Skip ahead to the 40 second mark, to the seg­ment titled “How the teen­age Gates and his friend Paul Allen got access to a com­puter”. The story accord­ing to Gates was that he and his friends were allowed to hack on a company’s com­puter “like mon­keys” at night to find bugs. He spent hours read­ing manu­als and exper­i­ment­ing to fig­ure out this “fas­cin­at­ing puzzle”. How­ever, they were stuck at the “tinker­ing” stage until they stumbled across the source code in a rub­bish bin. It was only then could the mon­keys evolve.

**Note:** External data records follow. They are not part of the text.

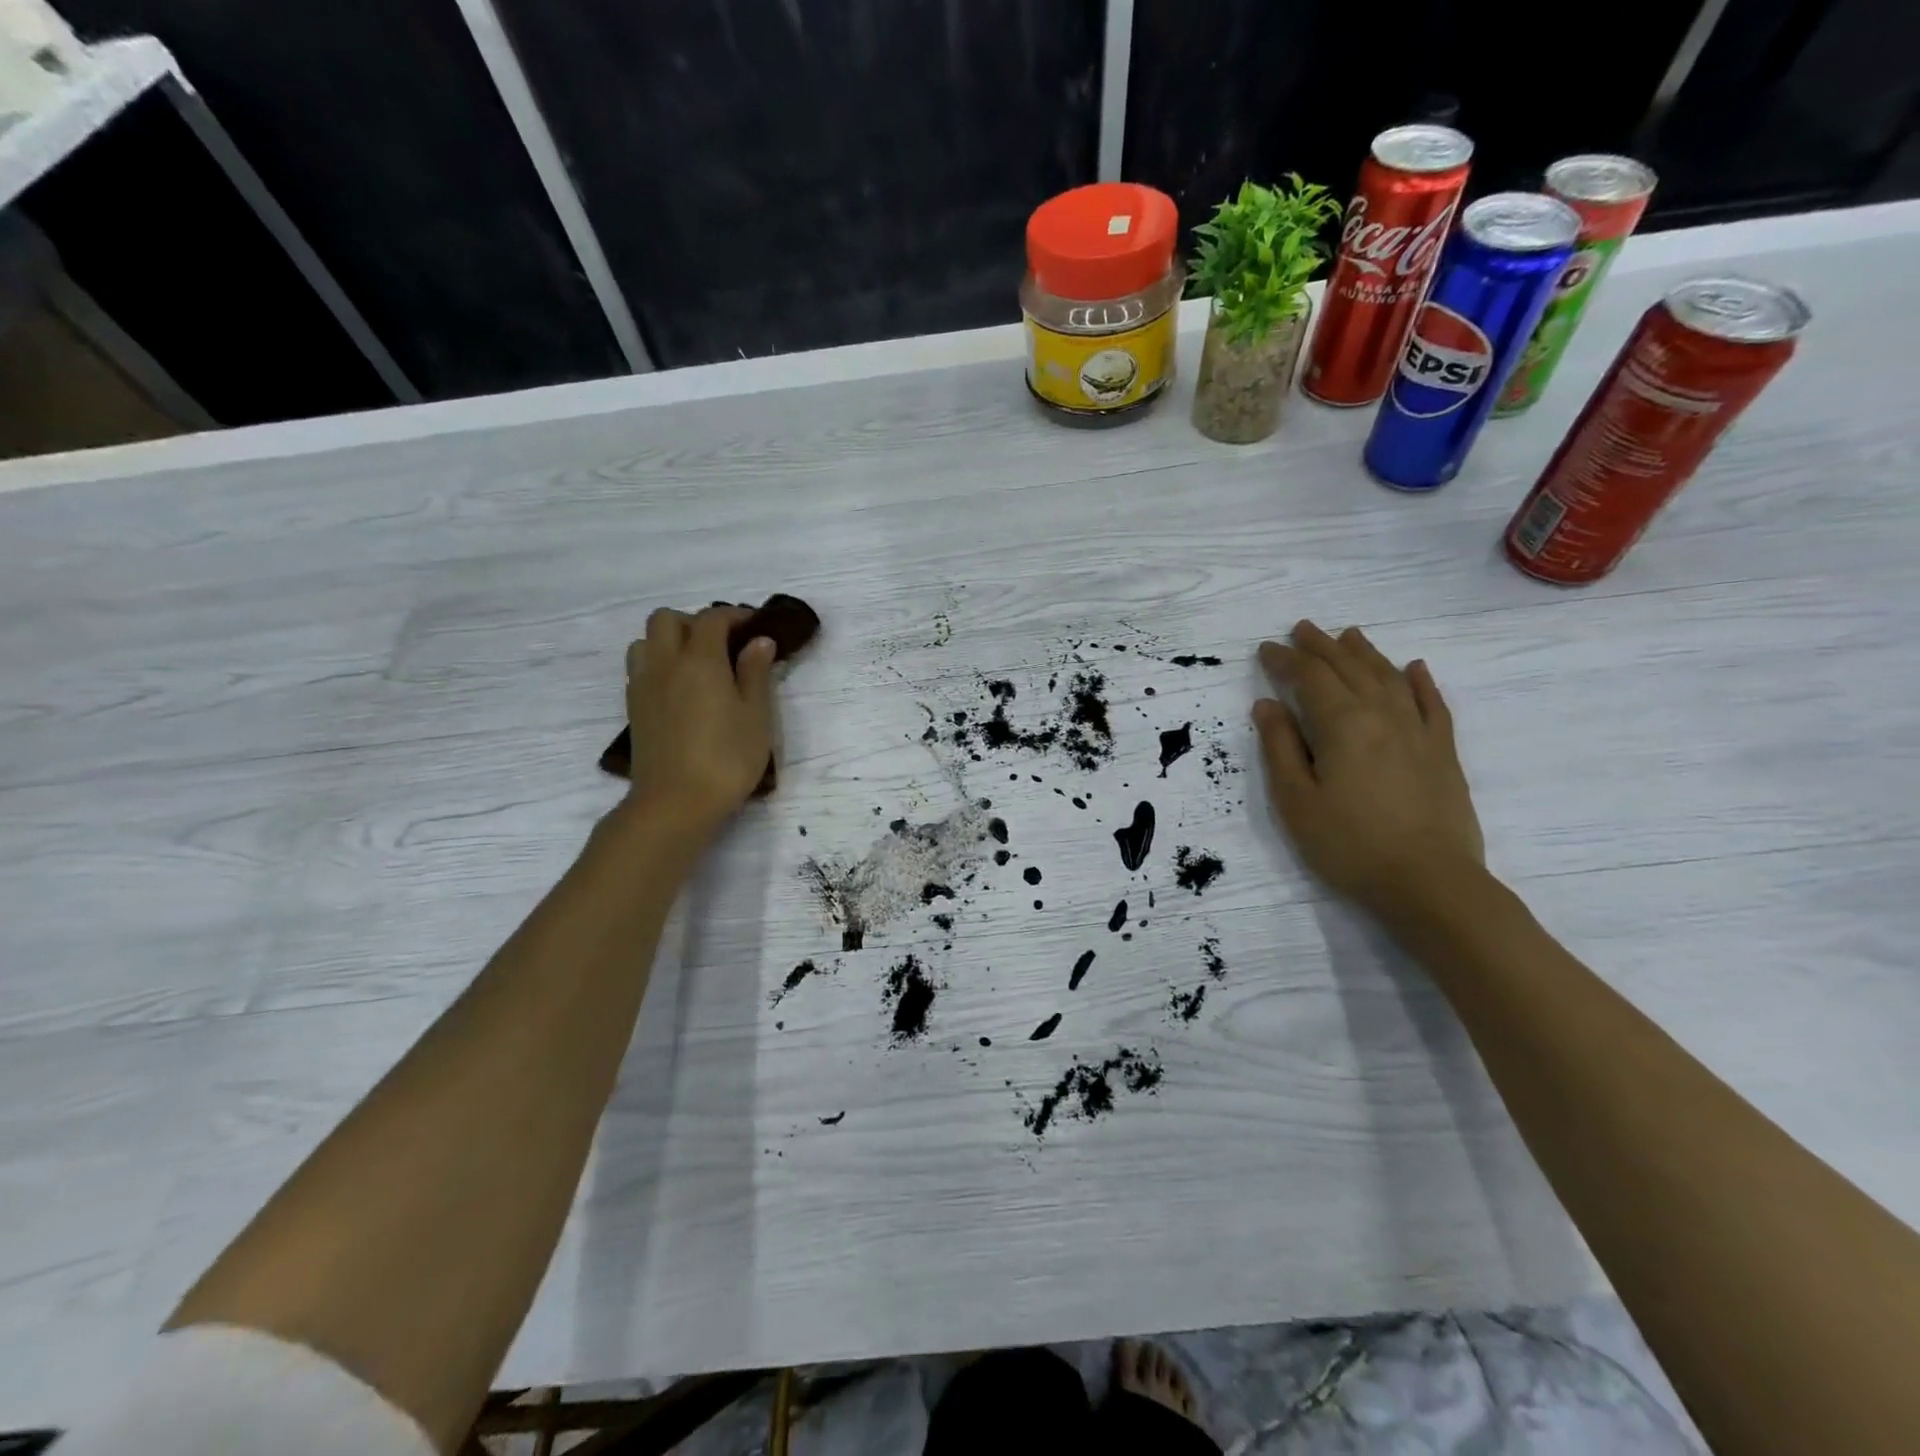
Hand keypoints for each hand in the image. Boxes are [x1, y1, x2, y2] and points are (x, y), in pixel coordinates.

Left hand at [621, 605, 777, 838]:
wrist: (675, 803)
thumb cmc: (726, 759)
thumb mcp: (756, 716)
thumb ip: (756, 674)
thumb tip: (759, 642)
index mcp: (699, 660)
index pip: (712, 618)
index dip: (734, 615)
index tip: (755, 626)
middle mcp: (664, 663)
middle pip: (667, 619)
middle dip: (695, 622)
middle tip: (722, 644)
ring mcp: (643, 686)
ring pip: (645, 641)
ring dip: (669, 641)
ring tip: (697, 665)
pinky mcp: (634, 709)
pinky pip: (640, 668)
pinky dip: (659, 664)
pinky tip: (681, 690)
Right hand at [1252, 621, 1483, 917]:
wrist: (1429, 882)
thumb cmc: (1349, 844)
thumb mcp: (1295, 800)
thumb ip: (1280, 747)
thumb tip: (1267, 705)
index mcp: (1342, 725)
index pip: (1309, 677)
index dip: (1285, 660)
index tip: (1265, 649)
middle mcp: (1382, 715)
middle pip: (1349, 668)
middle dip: (1321, 646)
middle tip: (1301, 629)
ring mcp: (1419, 731)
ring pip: (1389, 677)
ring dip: (1365, 653)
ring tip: (1348, 635)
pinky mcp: (1443, 752)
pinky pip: (1432, 704)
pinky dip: (1420, 681)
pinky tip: (1414, 668)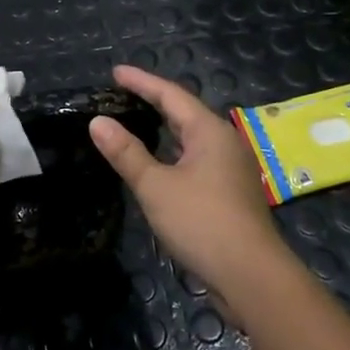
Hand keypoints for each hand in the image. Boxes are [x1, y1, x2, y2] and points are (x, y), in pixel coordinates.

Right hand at [89, 64, 285, 295]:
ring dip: (164, 128)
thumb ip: (126, 153)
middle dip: (153, 101)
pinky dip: (174, 151)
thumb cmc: (202, 222)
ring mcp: (231, 168)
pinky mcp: (231, 192)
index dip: (141, 82)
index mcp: (209, 131)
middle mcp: (225, 141)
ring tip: (137, 120)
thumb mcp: (155, 186)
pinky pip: (197, 157)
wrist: (252, 277)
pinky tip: (160, 162)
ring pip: (192, 137)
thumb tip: (98, 122)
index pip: (170, 94)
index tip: (115, 72)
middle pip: (184, 112)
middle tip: (122, 93)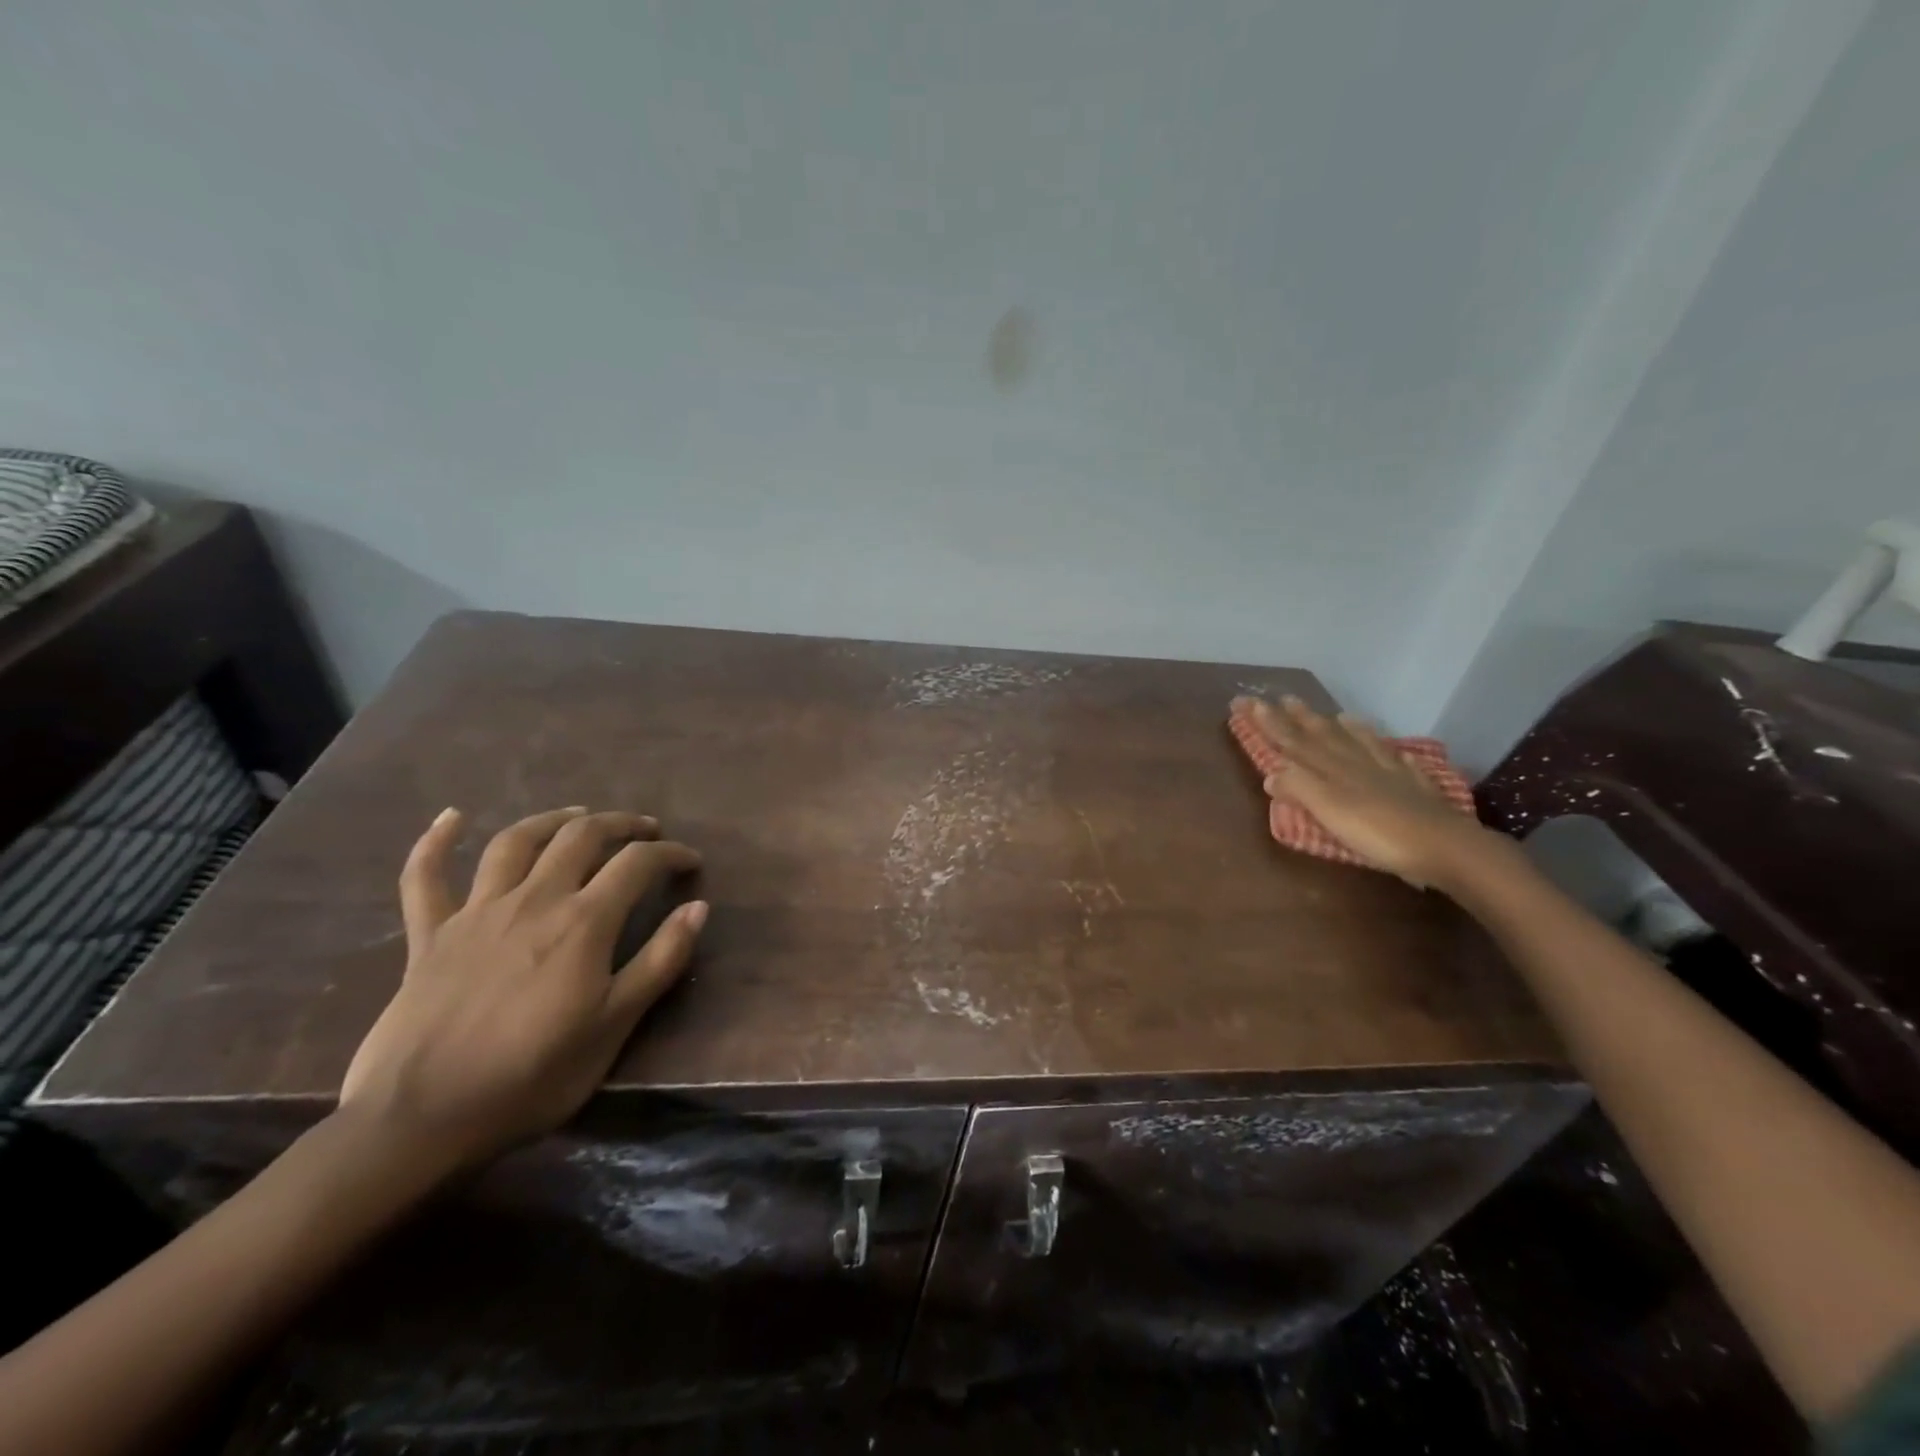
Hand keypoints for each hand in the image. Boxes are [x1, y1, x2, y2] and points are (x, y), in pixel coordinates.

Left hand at [339, 806, 704, 1168]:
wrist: (420, 1120)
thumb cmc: (532, 1077)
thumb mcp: (614, 1026)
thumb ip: (660, 961)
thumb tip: (699, 908)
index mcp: (583, 922)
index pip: (637, 864)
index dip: (670, 854)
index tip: (690, 861)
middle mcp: (534, 900)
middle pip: (581, 836)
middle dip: (621, 824)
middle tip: (645, 831)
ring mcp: (476, 912)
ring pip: (516, 841)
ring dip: (552, 819)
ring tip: (578, 815)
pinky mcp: (429, 935)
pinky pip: (425, 876)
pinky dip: (435, 841)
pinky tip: (451, 817)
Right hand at [1237, 695, 1503, 890]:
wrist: (1444, 846)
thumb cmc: (1378, 832)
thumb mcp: (1329, 811)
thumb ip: (1300, 788)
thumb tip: (1271, 773)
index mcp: (1331, 769)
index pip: (1292, 742)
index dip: (1268, 723)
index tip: (1247, 703)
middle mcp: (1356, 763)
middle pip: (1322, 736)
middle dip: (1297, 718)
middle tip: (1281, 698)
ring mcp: (1388, 773)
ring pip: (1358, 742)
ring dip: (1341, 728)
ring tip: (1333, 713)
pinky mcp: (1413, 788)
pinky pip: (1396, 761)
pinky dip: (1388, 751)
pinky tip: (1391, 749)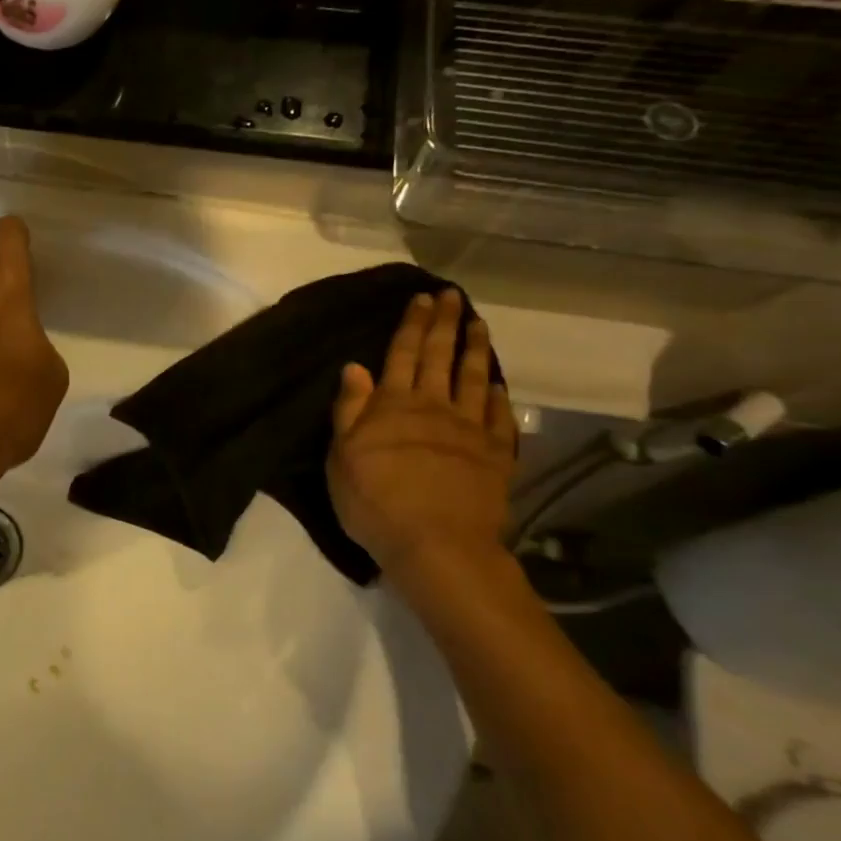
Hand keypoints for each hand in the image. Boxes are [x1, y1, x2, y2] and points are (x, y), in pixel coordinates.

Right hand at [325, 289, 516, 573]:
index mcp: (393, 405)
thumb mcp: (342, 456)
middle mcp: (434, 407)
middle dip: (445, 323)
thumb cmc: (375, 501)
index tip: (422, 298)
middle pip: (440, 356)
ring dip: (475, 348)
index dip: (412, 324)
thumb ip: (349, 410)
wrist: (436, 544)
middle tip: (452, 296)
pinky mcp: (495, 455)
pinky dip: (497, 395)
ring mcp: (469, 429)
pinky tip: (496, 383)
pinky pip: (497, 416)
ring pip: (473, 378)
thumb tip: (355, 368)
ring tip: (479, 324)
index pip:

I don’t think the pro­du­cers of the show real­ised the sig­ni­fic­ance of this admis­sion, since they quickly cut to anoth­er seg­ment. Read­ing between the lines, Gates is essen­tially con­fess­ing that he would not have pro­gressed had he and Paul Allen not found the source code. Without this know­ledge, and without this oppor­tun­ity to under­stand and exper­i­ment with how the intern­als of a com­puter worked, Gates and Allen would have been severely con­strained in their abil­ity to found a soft­ware com­pany and devel­op products

I would go so far as to say that Microsoft owes its very exist­ence to this access to source code.

To any­one with a passing famili­ar­ity to how things worked back then, this comes as no sur­prise. Source code was expec­ted to be free, and this in turn nur­tured a gen­er­a­tion of com­puter hack­ers. But where­as Richard Stall­man saw the amaz­ing poten­tial of this free­dom and wanted to pre­serve it for all, Bill Gates appears to have per­ceived it as an advant­age for him­self that he must deny to others.